In 2001, Lakland introduced the Korean (Indonesian since 2008) made Skyline Series. Developed with the help of importer-exporter Westheimer Corp., the midrange Skyline Series is constructed using North American wood and features the same overall design as the US basses (excluding the graphite reinforcement on the 4-string necks, all necks being half-sawn instead of quarter-sawn, acrylic nuts instead of bone, no left-hand models, no alder body wood option, and in far fewer colors) but is cut, finished, and assembled overseas. Once the instrument arrives in Chicago, the company's builders work to install its electronics and make sure the frets are leveled within specification of Lakland's US models. Lakland currently uses the PLEK setup and leveling system. The Skyline 44-02 and 55-02 models originally contained the USA Bartolini MM\J pickups and NTMB preamp, the same system that was in the USA 44-94 and 55-94 basses. Currently all of those models (44-94, 55–94, 44–02, 55–02) contain the Lakland-Hanson LH3 system. The Skyline 44-01 and 55-01 models contain the Korean Bartolini MK1 pickups and preamp. The Osborn, Scheff, and Jones signature models previously featured Hipshot-licensed tuners and Lakland-Hanson custom pickups. (Previously Lakland used Aero or Lindy Fralin pickups.)

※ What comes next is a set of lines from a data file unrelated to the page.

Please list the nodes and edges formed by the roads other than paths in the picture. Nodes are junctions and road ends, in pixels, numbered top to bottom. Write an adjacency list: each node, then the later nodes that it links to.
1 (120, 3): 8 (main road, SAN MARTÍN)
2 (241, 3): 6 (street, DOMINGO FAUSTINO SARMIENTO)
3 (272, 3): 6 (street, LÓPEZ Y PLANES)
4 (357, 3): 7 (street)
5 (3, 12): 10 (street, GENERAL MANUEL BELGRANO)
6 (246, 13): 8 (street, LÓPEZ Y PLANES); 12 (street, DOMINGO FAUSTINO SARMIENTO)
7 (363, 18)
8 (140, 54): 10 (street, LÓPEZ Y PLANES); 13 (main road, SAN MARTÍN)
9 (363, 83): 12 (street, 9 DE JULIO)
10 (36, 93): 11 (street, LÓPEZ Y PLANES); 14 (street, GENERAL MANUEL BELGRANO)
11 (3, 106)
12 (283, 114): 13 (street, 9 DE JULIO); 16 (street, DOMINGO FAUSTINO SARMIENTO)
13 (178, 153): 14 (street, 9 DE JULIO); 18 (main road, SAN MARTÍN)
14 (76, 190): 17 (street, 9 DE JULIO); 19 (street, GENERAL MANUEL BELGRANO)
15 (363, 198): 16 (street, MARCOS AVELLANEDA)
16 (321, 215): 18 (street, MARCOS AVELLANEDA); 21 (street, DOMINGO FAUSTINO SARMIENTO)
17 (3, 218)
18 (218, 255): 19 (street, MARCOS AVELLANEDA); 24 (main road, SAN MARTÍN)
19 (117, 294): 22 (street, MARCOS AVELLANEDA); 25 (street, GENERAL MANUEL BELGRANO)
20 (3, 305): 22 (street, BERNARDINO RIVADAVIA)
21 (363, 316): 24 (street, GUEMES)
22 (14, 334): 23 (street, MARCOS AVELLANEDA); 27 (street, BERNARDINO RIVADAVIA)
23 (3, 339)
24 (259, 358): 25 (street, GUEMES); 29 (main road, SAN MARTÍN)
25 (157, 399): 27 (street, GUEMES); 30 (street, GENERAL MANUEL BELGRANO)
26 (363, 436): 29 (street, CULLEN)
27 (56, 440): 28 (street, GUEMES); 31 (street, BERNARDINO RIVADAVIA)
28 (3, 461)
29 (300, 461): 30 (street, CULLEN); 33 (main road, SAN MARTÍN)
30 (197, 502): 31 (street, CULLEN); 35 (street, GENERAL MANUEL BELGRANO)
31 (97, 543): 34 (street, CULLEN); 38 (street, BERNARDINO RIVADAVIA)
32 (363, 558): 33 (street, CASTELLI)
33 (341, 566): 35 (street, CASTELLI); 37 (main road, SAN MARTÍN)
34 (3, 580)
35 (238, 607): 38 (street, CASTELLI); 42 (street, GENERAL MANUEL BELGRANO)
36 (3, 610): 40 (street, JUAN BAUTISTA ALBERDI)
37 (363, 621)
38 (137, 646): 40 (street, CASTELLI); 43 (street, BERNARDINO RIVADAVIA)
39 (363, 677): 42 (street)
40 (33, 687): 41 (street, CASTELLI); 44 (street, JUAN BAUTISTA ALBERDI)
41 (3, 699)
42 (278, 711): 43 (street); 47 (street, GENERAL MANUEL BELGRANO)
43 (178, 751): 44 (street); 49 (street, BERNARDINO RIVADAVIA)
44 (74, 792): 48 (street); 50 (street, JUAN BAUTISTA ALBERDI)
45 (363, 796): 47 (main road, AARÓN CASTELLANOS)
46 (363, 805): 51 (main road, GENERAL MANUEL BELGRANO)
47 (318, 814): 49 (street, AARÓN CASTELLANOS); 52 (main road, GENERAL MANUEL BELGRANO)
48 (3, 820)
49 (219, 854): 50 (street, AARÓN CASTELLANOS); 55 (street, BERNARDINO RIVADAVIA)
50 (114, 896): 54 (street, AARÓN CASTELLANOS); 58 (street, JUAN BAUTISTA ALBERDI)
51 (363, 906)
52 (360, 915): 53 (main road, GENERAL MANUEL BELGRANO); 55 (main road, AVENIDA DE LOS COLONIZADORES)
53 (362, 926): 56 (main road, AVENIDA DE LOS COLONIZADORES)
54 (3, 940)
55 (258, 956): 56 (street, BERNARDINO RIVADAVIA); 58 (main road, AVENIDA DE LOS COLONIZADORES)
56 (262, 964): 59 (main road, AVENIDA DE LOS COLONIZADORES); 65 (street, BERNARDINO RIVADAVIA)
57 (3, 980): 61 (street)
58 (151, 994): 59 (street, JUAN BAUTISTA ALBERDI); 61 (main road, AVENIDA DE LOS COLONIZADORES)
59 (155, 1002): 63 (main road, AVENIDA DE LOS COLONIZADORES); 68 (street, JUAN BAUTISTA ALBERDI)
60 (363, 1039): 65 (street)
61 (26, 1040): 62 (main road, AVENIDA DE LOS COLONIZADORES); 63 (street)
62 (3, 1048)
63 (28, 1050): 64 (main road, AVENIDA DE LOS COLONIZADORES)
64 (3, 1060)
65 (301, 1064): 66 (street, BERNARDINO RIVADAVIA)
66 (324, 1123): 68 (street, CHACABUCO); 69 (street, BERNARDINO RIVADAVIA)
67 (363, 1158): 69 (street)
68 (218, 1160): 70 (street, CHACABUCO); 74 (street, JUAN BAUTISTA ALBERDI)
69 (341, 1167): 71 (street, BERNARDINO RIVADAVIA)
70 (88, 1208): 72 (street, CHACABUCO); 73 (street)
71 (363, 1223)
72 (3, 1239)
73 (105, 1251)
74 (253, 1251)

== Shoreline Series/Skyline Japan series ==

The Lakland Shoreline Series is manufactured in Japan to Lakland USA specs by the Japanese guitar company ESP, and is available for sale exclusively in Japan.

ESP also manufactures the Skyline Japan Series, much the same way as they produce their own Edwards range. These are manufactured in China to be a lower cost option to the MIJ Shoreline line-up. Most Skyline Japan series basses, such as the Skyline 44-AJ, feature Duncan Design pickups and the Bartolini ME-1 pre amp.